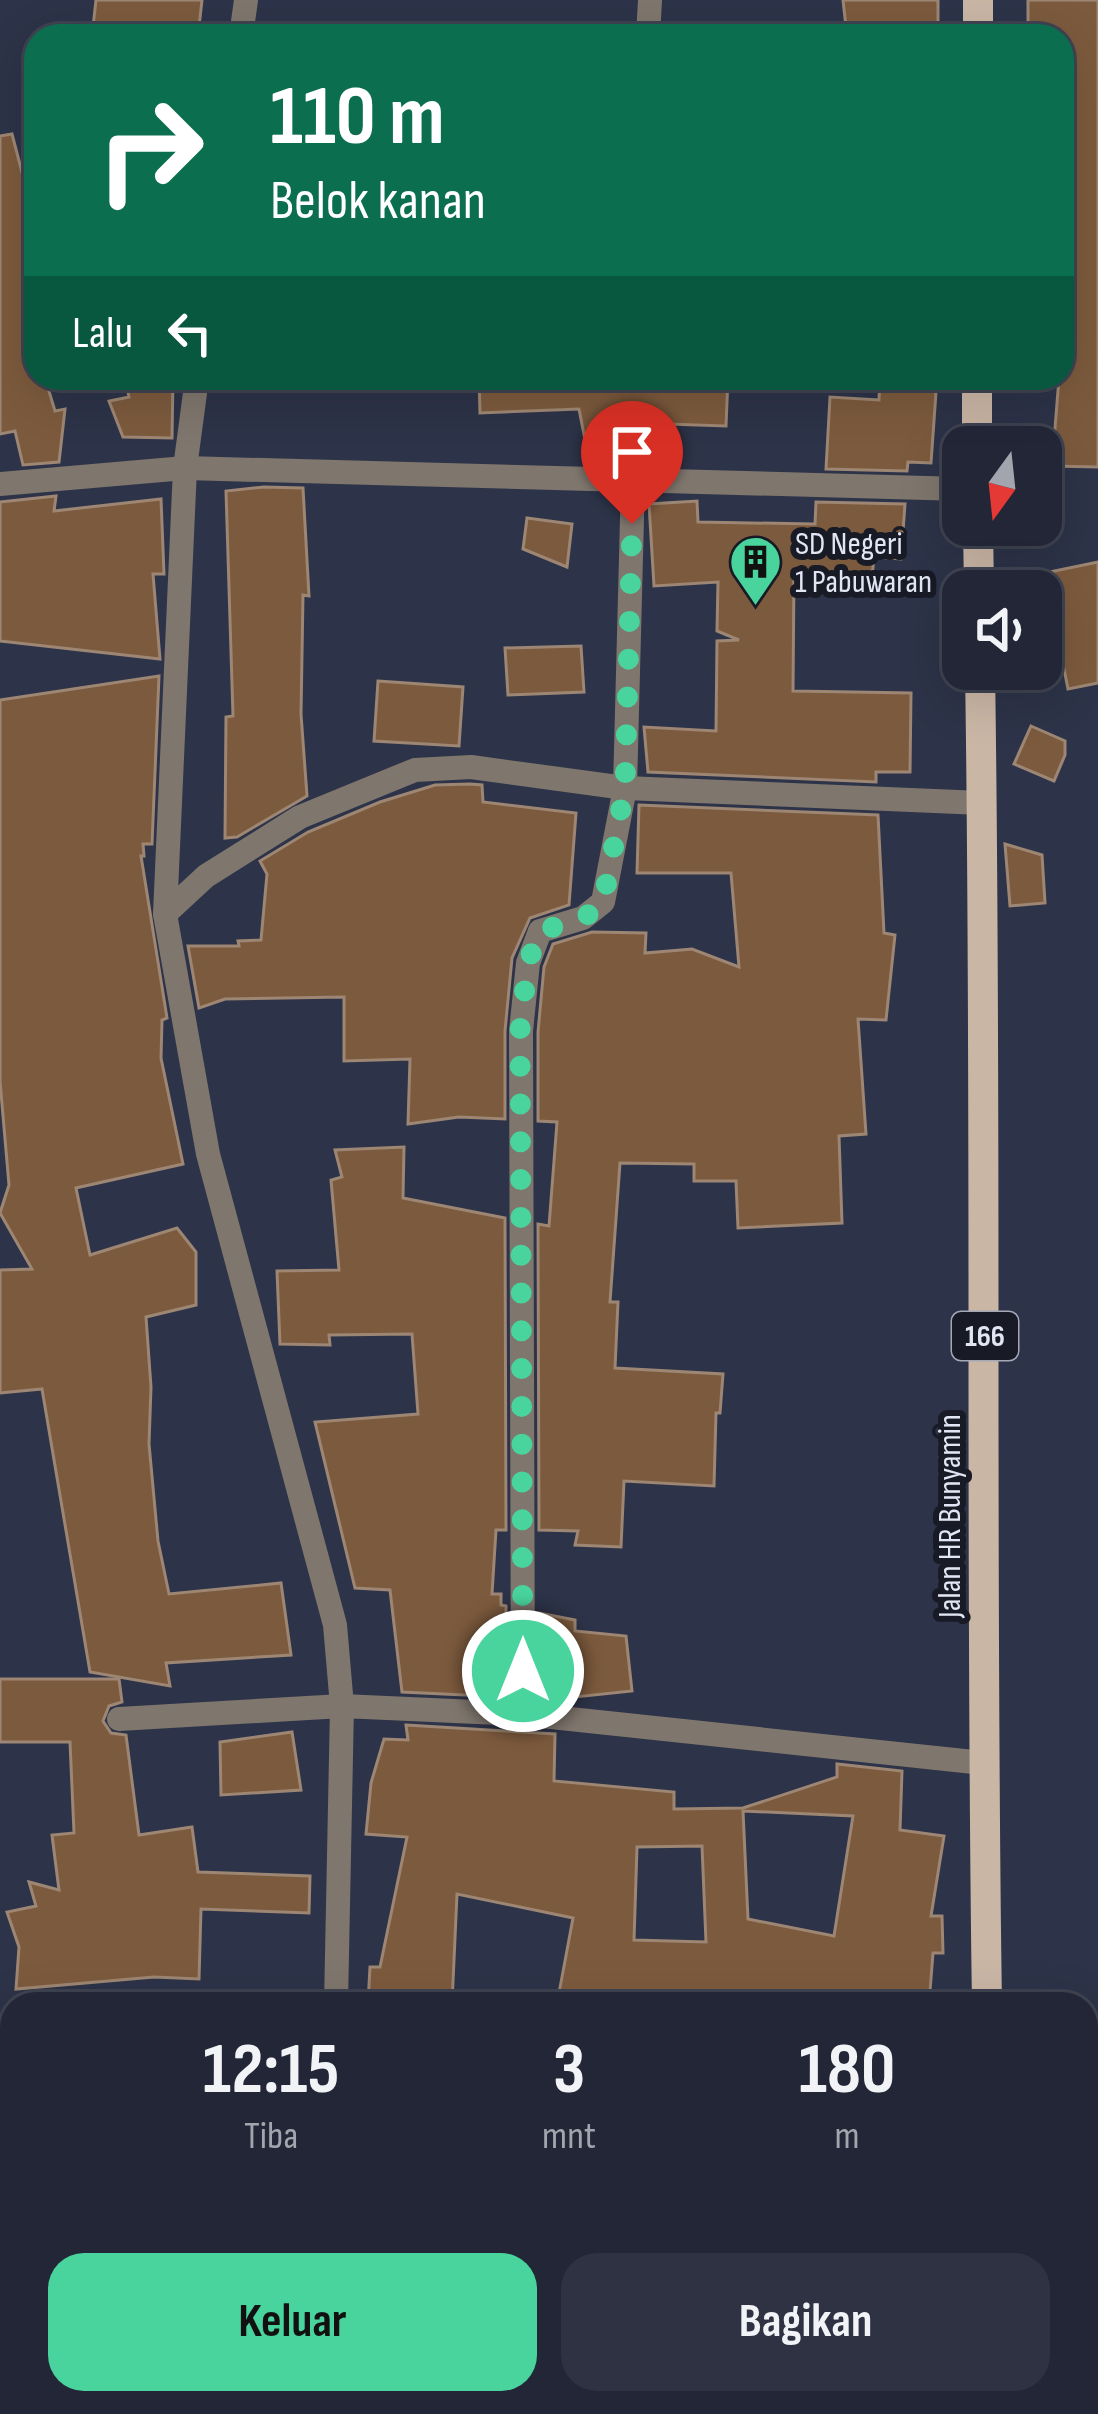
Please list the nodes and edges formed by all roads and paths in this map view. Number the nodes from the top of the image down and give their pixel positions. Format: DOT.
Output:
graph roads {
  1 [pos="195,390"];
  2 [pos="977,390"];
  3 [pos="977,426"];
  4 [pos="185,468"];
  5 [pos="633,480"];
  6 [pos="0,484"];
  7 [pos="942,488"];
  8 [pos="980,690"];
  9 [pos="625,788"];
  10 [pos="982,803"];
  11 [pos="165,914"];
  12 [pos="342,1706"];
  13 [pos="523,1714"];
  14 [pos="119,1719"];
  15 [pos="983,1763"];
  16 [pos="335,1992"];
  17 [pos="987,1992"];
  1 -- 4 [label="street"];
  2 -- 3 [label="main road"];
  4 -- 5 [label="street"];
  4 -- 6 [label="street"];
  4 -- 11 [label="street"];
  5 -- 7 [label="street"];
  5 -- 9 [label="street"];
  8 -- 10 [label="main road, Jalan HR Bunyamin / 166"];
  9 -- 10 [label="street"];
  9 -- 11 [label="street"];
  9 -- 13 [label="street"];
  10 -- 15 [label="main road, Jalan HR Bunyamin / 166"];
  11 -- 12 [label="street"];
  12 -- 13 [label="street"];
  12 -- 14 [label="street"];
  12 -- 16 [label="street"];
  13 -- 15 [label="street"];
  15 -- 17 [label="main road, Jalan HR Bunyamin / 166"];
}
_____
— ACTIVITY —
Check the records above and copy each line that has the string "main".

— OUTPUT BELOW —
  2 -- 3 [label="main road"];
  8 -- 10 [label="main road, Jalan HR Bunyamin / 166"];
  10 -- 15 [label="main road, Jalan HR Bunyamin / 166"];
  15 -- 17 [label="main road, Jalan HR Bunyamin / 166"];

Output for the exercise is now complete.